Awk: Sum up column values across multiple files with identical column layout

I have a number of files with the same header:
COL1, COL2, COL3, COL4
You can ignore COL1-COL3. COL4 contains a number. Each file contains about 200 rows. I am trying to sum up across the rows. For example:
File 1
COL1 COL2 COL3 COL4
x y z 3
a b c 4
File 2
COL1 COL2 COL3 COL4
x y z 5
a b c 10
Then a new file is returned:
COL1 COL2 COL3 COL4
x y z 8
a b c 14
Is there a simple way to do this without AWK? I will use AWK if need be, I just thought there might be a simple one-liner that I could just run right away. The AWK script I have in mind feels a bit long.
Thanks
Combining paste with awk, as in Kristo Mägi's answer, is your best bet:
paste merges the corresponding lines from the input files,
which sends a single stream of input lines to awk, with each input line containing all fields to sum up.

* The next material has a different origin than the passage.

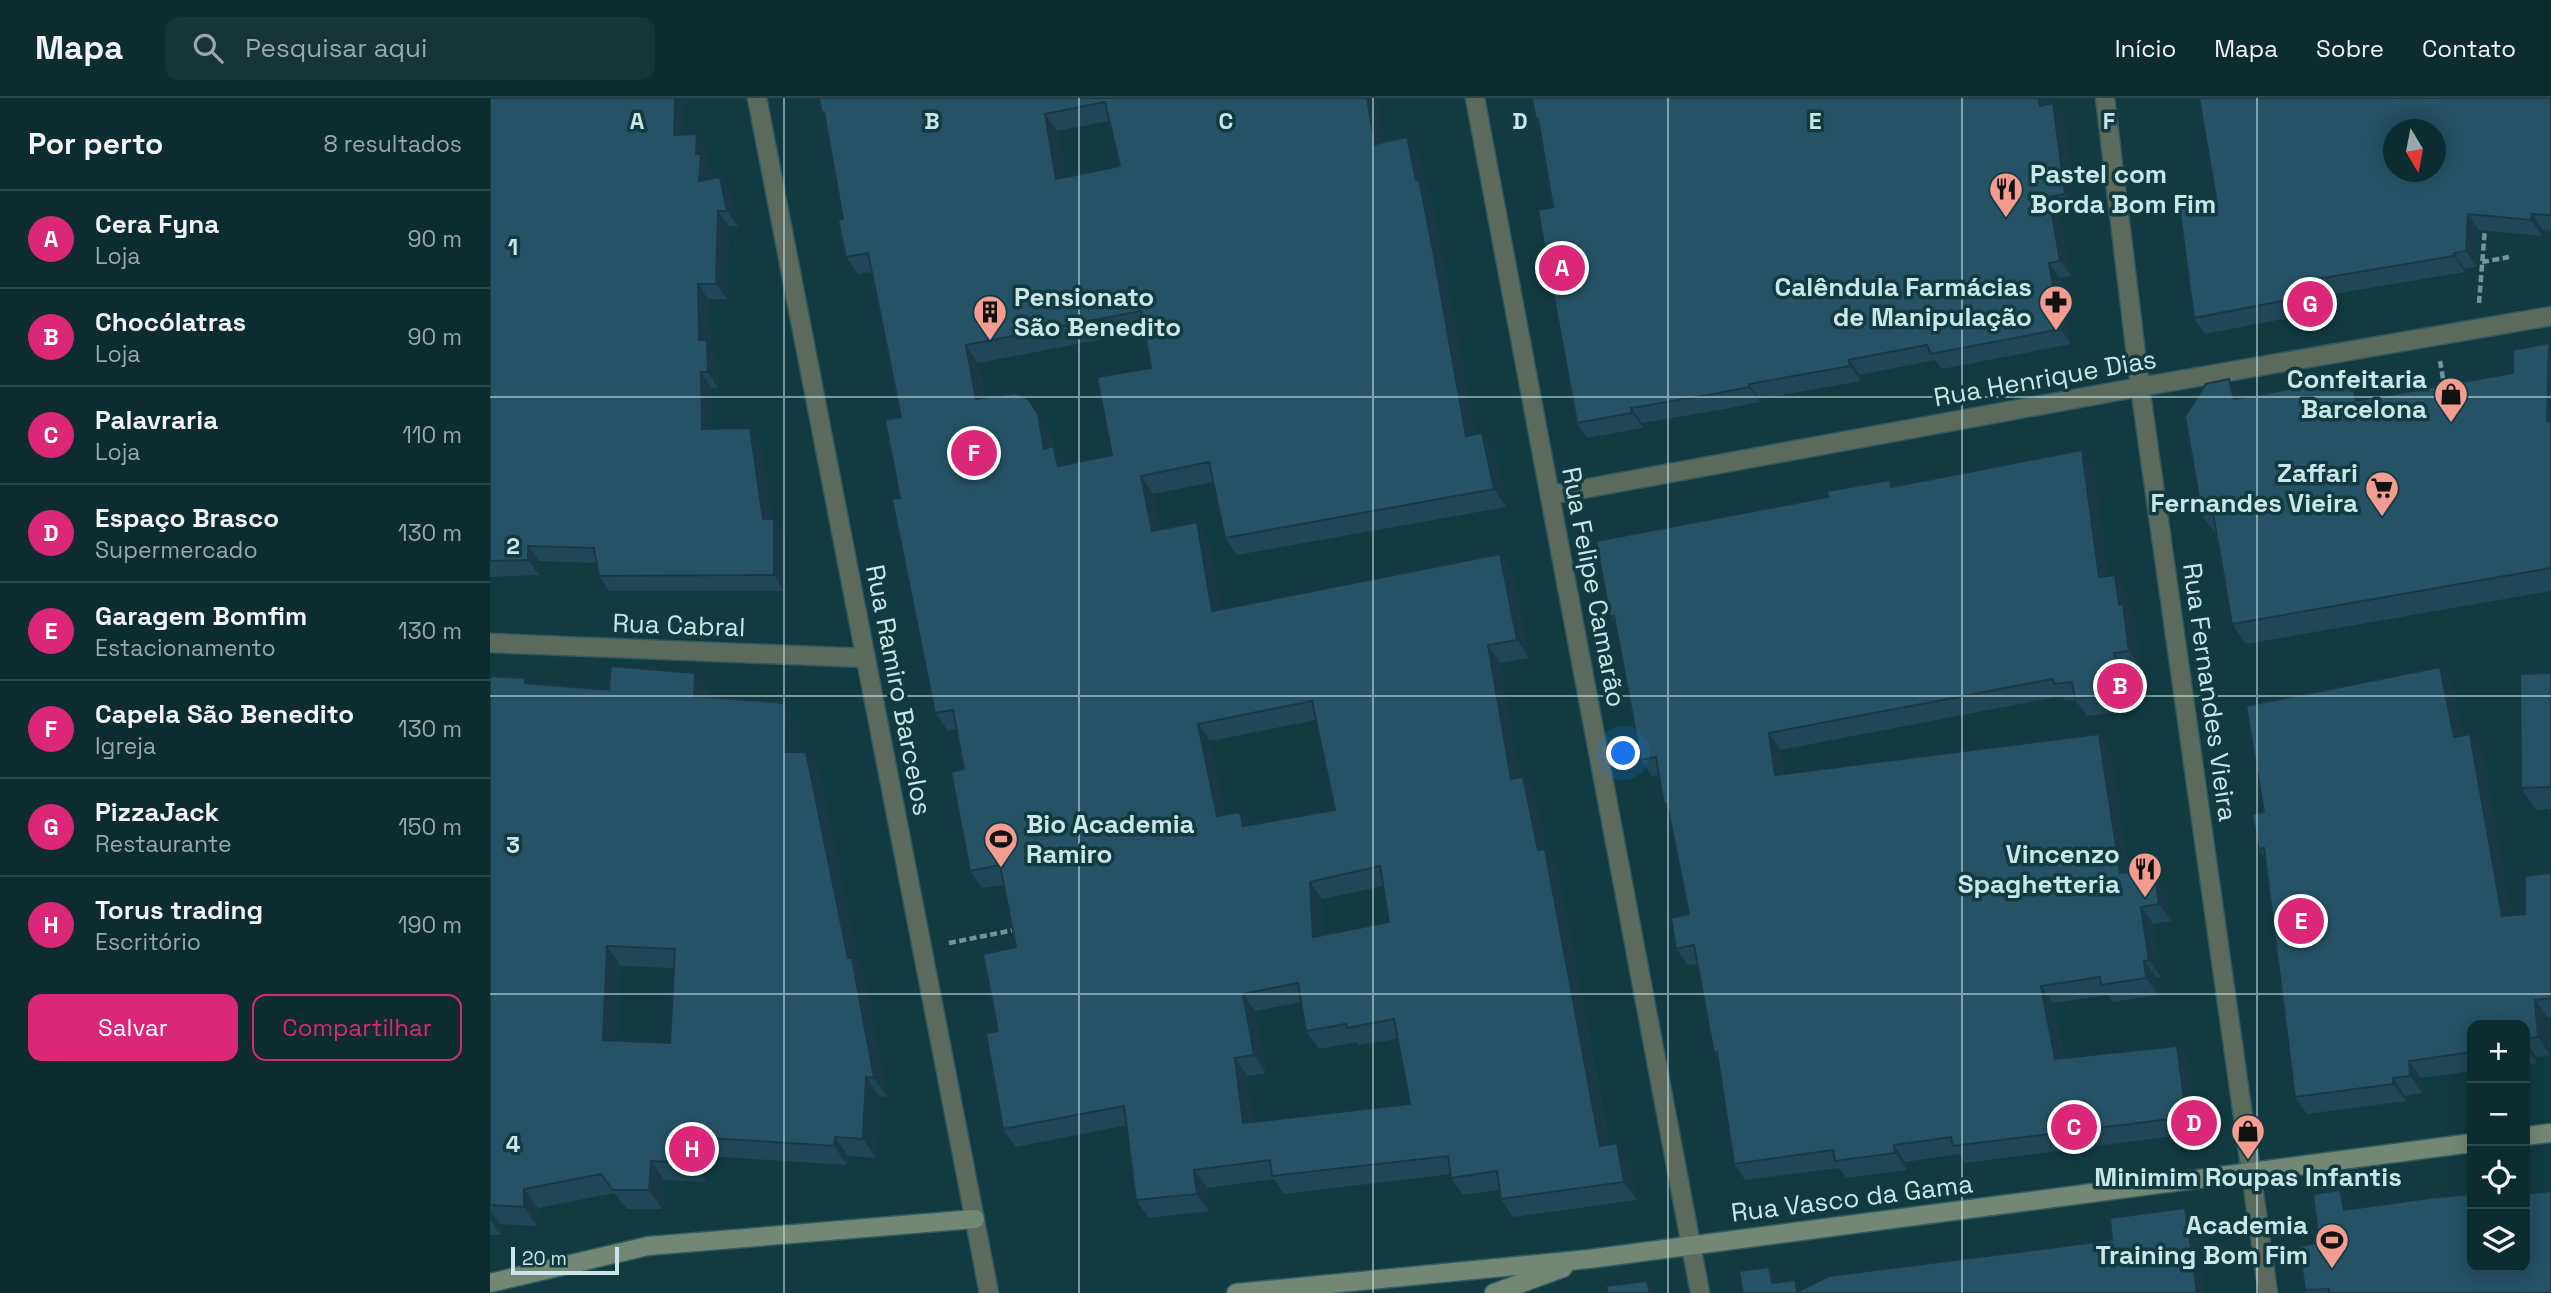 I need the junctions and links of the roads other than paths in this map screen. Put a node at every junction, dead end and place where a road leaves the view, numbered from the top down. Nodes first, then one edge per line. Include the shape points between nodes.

Assuming a fixed number of input files and columns, Kristo's answer can be simplified to (making processing much more efficient):
paste file1 file2 | awk '{ print $1, $2, $3, (NR==1 ? $4 : $4 + $8) }'
Note: The above produces space-separated output columns, because awk's default value for OFS, the output-field separator, is a single space.

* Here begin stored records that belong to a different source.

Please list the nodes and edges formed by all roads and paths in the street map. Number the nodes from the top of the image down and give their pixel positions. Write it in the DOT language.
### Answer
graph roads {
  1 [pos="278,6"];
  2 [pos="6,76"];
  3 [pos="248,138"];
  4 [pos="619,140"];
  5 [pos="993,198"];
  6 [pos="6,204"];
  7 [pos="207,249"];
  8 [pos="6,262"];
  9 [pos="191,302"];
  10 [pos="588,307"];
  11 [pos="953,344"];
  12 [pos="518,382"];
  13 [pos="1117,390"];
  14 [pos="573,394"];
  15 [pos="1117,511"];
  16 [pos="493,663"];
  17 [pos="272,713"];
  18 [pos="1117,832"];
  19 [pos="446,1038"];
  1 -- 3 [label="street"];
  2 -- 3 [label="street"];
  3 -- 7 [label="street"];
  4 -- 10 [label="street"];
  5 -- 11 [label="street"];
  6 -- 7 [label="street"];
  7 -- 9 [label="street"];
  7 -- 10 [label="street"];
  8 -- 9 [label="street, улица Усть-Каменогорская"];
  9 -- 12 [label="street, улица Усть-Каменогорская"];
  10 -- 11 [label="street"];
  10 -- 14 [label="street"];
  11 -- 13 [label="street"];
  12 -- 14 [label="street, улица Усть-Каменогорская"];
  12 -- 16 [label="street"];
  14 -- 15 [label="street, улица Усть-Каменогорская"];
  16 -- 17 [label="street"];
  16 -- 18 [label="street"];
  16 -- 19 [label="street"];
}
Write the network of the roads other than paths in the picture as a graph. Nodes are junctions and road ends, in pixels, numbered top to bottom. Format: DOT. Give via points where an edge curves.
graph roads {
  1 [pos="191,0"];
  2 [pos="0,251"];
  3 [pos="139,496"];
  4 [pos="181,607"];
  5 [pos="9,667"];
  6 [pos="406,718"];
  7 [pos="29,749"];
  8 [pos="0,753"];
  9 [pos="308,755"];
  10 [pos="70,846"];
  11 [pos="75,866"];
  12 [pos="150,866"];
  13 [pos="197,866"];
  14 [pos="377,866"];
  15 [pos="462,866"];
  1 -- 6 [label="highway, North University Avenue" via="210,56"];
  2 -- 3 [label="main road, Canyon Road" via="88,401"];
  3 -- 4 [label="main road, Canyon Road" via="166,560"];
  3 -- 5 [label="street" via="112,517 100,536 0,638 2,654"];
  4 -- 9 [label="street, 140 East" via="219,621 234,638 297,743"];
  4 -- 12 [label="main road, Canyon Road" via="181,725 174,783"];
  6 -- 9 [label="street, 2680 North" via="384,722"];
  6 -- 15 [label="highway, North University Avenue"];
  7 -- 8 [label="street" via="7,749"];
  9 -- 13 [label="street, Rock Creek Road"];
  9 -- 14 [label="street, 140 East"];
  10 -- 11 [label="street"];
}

Assuming that all files have the same column structure and line count, below is a generalization of the solution, which:
generalizes to more than 2 input files (and more than 2 data rows)
generalizes to any number of fields, as long as the field to sum up is the last one.
#!/bin/bash
files=( file1 file2 ) # array of input files
paste "${files[#]}" | awk -v numFiles=${#files[#]} -v OFS='\t' '
{
row = sep = ""
for(i=1; i < NF/numFiles; ++i) { row = row sep $i; sep = OFS }
sum = $(NF/numFiles) # last header col. / (1st) data col. to sum
if (NR > 1) { for(i=2; i<=numFiles; ++i) sum += $(NF/numFiles * i) } # add other cols.
printf "%s%s%s\n", row, OFS, sum
}
'
Note that \t (the tab char.) is used to separate output fields and that, due to relying on awk's default line-splitting into fields, preserving the exact input whitespace between fields is not guaranteed.
If all files have the same header - awk solution:
awk '!f && FNR==1{ f=1; print $0 }FNR>1{ s[FNR]+=$NF; $NF=""; r[FNR]=$0 }
END{ for(i=2;i<=FNR;i++) print r[i],s[i] }' File[12]
The output (for 2 files):
COL1 COL2 COL3 COL4
x y z 8
a b c 14
This approach can be applied to multiple files (in that case you may specify globbing File* for filename expansion)
One more option.
The command:
paste f{1,2}.txt | sed '1d' | awk '{print $1,$2,$3,$4+$8}' | awk 'BEGIN{print "COL1","COL2","COL3","COL4"}1'
The result:
COL1 COL2 COL3 COL4
x y z 8
a b c 14
What it does:
Test files:
$ cat f1.txt
COL1 COL2 COL3 COL4
x y z 3
a b c 4
$ cat f2.txt
COL1 COL2 COL3 COL4
x y z 5
a b c 10
Command: paste f{1,2}.txt
Joins 2 files and gives output:
COL1 COL2 COL3 COL4 COL1 COL2 COL3 COL4
x y z 3 x y z 5
a b c 4 a b c 10
Command: sed '1d'
Is meant to remove header temporarily
Command: awk '{print $1,$2,$3,$4+$8}'
Returns COL1-3 and sums $4 and $8 from paste result.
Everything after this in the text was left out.